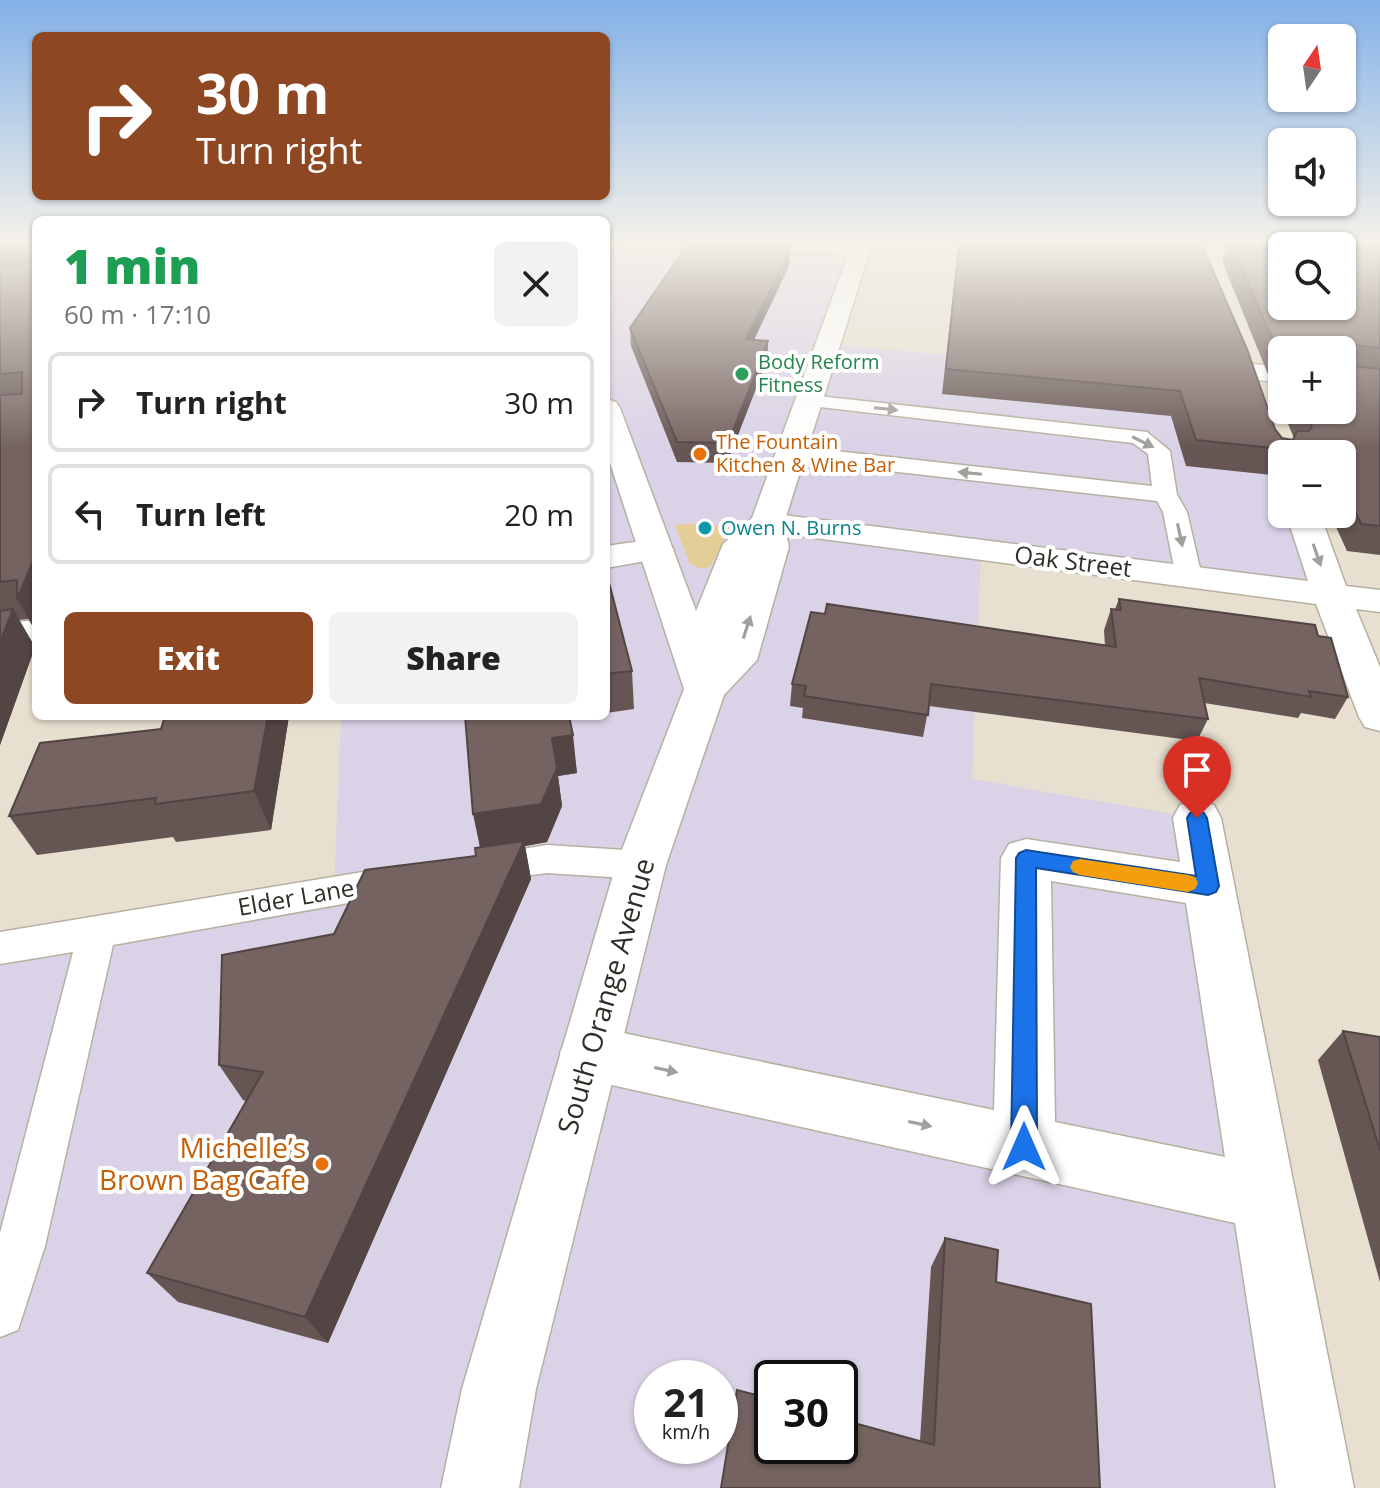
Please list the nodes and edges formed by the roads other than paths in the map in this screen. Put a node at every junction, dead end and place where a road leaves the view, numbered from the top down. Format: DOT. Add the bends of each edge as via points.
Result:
graph roads {
  1 [pos="839,310"];
  2 [pos="1242,345"];
  3 [pos="1268,381"];
  4 [pos="809,401"];
  5 [pos="610,419"];
  6 [pos="791,453"];
  7 [pos="1165,495"];
  8 [pos="767,523"];
  9 [pos="1308,528"];
  10 [pos="656,550"];
  11 [pos="610,556"];
  12 [pos="1189,577"];
  13 [pos="1331,595"];
  14 [pos="1380,601"];
  15 [pos="32,632"];
  16 [pos="0,636"];
  17 [pos="700,677"];
  18 [pos="1380,717"];
  19 [pos="1197,818"];
  20 [pos="641,865"];
  21 [pos="1208,886"];
  22 [pos="97,931"];
  23 [pos="0,948"];
  24 [pos="589,1053"];
  25 [pos="1024,1147"];
  26 [pos="1264,1197"];
  27 [pos="0,1312"];
  28 [pos="480,1488"];
  29 [pos="1315,1488"];
  1 -- 4 [label="street, South Orange Avenue"];
  2 -- 3 [label="street" via="1258,385"];
  4 -- 6 [label="street, South Orange Avenue"];
  4 -- 7 [label="lane, one-way" via="1139,437 1159,451"];
  5 -- 10 [label="street"];
  7 -- 6 [label="lane, one-way"];
  6 -- 8 [label="street, South Orange Avenue"];
  7 -- 12 [label="lane, one-way" via="1175,512"];
  8 -- 12 [label="street, Oak Street"];
  8 -- 17 [label="street, South Orange Avenue" via="772,547 737,660"];
  9 -- 13 [label="street, one-way"];
  10 -- 11 [label="street"];
  10 -- 17 [label="street"];
  12 -- 13 [label="street, Oak Street"];
  13 -- 14 [label="street, Oak Street"];
  13 -- 18 [label="street"];
  15 -- 16 [label="street"];
  17 -- 20 [label="street, South Orange Avenue"];
  19 -- 21 [label="street"];
  20 -- 22 [label="lane, Elder Lane" via="547,859"];
  20 -- 24 [label="street, South Orange Avenue"];
  21 -- 25 [label="street" via="1026,858"];
  21 -- 26 [label="street"];
  22 -- 23 [label="lane, Elder Lane"];
  22 -- 27 [label="lane" via="21,1246"];
  24 -- 25 [label="street, one-way"];
  24 -- 28 [label="street, South Orange Avenue" via="499,1389"];
  25 -- 26 [label="street"];
  26 -- 29 [label="street"];
}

+===+

Wherever a line in the entries holds "roads", copy that line.

Please list the nodes and edges formed by the roads other than paths in the map in this screen. Put a node at every junction, dead end and place where a road leaves the view, numbered from the top down. Format: DOT. Add the bends of each edge as via points.
graph roads {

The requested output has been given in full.